Required work - In the entries below, find the lines that contain the word "Fatma" and copy them.

(Stored records)
○ ○ ○

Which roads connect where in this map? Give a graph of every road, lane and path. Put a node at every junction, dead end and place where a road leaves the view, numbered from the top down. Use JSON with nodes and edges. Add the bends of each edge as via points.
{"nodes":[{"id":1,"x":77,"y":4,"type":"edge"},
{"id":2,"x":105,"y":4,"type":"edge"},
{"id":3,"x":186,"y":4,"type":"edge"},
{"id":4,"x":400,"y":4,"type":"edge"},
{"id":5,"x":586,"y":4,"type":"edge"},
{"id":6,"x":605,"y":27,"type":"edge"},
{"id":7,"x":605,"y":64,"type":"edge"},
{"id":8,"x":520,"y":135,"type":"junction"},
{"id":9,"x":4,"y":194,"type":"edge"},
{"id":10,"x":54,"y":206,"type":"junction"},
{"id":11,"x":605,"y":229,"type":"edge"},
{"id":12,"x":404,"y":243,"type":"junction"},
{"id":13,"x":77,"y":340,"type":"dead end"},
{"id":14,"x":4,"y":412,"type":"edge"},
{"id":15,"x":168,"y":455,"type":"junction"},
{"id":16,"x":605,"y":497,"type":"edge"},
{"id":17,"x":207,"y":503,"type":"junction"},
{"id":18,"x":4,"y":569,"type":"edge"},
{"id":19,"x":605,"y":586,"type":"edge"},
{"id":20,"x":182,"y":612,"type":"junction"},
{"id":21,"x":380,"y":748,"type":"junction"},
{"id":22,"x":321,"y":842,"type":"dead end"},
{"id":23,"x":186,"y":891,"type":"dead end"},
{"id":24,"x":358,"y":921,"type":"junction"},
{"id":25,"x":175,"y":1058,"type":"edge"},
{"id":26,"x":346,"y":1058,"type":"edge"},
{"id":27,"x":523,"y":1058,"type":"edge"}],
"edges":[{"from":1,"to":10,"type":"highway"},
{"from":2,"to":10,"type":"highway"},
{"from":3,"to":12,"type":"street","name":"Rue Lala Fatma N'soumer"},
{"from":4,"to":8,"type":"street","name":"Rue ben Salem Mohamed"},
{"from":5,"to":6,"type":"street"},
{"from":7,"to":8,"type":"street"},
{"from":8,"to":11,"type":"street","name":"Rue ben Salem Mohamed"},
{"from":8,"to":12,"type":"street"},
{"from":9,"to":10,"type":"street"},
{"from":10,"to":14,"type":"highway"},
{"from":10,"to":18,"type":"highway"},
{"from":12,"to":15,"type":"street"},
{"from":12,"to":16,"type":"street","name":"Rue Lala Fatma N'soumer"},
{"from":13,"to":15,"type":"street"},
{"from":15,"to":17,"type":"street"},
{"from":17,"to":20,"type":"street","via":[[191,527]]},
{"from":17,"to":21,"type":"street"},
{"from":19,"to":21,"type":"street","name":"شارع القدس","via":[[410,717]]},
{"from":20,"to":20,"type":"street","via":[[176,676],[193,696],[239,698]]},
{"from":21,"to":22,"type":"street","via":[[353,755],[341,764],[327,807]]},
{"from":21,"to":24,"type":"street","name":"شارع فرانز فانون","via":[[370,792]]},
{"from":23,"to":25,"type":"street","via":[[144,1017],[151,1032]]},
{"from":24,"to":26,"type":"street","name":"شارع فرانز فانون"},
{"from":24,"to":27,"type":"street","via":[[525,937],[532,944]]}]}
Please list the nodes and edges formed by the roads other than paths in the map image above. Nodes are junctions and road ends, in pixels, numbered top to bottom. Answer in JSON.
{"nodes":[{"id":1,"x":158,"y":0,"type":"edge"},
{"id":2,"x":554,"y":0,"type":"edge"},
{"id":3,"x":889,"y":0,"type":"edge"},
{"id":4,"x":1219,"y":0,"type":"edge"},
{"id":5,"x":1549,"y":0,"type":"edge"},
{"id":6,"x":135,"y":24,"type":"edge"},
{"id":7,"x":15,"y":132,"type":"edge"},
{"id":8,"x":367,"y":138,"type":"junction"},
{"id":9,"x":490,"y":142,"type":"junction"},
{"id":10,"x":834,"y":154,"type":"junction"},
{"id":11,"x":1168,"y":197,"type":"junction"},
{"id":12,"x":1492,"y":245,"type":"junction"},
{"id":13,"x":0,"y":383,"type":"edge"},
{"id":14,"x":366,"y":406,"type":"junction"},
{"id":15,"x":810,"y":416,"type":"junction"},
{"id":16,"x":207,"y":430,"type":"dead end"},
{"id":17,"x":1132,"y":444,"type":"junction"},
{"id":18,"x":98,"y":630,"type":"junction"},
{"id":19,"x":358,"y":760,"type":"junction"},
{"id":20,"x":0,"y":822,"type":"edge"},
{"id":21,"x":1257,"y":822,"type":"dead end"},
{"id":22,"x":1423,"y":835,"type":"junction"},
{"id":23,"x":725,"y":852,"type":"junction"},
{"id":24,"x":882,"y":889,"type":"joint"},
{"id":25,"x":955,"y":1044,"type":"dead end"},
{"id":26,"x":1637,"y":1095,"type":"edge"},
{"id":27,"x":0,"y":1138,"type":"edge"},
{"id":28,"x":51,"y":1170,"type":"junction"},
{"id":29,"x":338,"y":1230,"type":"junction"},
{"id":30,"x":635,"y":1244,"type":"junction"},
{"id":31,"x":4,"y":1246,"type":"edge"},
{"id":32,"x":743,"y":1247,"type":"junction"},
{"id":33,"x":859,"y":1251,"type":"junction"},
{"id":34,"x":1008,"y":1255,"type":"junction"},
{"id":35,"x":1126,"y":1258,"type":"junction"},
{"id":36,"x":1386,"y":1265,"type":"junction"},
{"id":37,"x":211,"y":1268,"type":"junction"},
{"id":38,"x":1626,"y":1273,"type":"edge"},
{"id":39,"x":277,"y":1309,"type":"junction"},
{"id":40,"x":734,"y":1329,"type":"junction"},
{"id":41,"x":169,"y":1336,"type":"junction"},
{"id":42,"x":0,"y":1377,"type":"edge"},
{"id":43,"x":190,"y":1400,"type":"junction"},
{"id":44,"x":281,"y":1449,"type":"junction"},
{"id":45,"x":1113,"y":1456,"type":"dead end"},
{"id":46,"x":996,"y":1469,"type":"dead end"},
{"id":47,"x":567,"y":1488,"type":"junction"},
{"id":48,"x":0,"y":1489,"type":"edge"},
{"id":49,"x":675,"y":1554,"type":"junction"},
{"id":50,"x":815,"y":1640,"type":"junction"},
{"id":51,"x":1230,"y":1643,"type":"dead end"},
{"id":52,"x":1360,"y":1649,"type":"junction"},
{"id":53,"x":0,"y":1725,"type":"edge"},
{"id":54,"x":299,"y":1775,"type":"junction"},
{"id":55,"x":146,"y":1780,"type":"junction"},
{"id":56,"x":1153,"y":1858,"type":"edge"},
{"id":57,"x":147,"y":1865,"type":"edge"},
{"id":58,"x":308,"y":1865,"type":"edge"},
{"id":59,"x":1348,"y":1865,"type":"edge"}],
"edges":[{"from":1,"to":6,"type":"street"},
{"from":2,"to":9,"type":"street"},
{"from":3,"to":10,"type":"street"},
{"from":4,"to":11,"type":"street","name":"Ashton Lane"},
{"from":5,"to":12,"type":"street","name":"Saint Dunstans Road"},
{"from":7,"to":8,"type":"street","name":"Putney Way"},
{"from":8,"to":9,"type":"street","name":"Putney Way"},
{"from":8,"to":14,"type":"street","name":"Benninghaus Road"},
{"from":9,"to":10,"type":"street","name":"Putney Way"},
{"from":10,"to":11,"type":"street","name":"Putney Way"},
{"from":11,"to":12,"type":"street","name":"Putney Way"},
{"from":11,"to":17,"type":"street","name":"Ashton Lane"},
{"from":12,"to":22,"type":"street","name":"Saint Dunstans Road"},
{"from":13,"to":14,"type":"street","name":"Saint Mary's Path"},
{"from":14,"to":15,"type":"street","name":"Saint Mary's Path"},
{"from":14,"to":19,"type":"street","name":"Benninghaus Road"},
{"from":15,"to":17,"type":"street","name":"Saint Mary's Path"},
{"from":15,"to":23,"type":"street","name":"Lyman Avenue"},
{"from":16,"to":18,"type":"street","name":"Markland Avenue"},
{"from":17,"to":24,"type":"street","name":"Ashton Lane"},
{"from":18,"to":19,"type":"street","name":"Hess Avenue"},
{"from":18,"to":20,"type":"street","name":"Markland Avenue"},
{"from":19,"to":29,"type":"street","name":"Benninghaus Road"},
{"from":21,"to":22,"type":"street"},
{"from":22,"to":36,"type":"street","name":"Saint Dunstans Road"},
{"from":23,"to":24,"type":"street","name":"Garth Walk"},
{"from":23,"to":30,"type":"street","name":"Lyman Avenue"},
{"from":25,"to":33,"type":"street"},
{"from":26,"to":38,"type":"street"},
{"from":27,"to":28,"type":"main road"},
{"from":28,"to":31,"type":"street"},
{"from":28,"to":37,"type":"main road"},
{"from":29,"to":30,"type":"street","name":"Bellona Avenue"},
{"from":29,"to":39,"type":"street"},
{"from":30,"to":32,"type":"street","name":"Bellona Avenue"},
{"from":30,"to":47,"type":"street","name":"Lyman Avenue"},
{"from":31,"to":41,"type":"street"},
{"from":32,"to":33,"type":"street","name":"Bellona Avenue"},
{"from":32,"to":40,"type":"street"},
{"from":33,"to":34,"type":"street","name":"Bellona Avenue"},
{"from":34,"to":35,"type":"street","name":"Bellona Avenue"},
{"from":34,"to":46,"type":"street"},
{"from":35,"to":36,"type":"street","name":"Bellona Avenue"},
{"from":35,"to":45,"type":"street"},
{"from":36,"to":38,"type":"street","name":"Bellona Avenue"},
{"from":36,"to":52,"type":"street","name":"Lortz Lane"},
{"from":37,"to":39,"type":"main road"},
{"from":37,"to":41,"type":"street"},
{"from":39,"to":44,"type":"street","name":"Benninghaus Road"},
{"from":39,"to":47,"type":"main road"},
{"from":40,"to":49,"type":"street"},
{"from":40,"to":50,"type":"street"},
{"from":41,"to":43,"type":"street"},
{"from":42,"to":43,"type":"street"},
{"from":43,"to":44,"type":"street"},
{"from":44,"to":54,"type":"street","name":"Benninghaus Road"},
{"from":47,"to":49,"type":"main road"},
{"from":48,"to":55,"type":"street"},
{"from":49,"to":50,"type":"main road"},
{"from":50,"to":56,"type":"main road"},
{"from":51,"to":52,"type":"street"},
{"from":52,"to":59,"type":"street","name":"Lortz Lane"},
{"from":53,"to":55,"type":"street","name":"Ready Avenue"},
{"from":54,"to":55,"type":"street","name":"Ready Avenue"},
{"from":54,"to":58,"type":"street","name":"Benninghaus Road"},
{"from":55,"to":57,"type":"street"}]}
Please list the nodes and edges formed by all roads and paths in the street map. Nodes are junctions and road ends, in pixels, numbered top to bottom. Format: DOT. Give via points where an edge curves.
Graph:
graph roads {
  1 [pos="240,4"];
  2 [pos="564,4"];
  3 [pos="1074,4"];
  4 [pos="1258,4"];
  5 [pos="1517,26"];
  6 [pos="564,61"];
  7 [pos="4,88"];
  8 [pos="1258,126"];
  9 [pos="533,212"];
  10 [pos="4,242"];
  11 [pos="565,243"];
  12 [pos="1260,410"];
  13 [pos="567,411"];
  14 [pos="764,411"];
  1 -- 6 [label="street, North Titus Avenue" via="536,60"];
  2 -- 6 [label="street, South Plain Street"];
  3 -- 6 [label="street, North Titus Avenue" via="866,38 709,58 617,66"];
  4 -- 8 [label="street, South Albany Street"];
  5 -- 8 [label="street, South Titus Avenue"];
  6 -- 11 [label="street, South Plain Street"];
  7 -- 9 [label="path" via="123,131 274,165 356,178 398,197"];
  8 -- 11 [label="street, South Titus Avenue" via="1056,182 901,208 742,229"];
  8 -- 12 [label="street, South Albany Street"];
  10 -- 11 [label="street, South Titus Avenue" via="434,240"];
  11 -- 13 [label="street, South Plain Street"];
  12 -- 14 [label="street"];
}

○ ○ ○

Written reply -
{"from":3,"to":12,"type":"street","name":"Rue Lala Fatma N'soumer"},
{"from":12,"to":16,"type":"street","name":"Rue Lala Fatma N'soumer"},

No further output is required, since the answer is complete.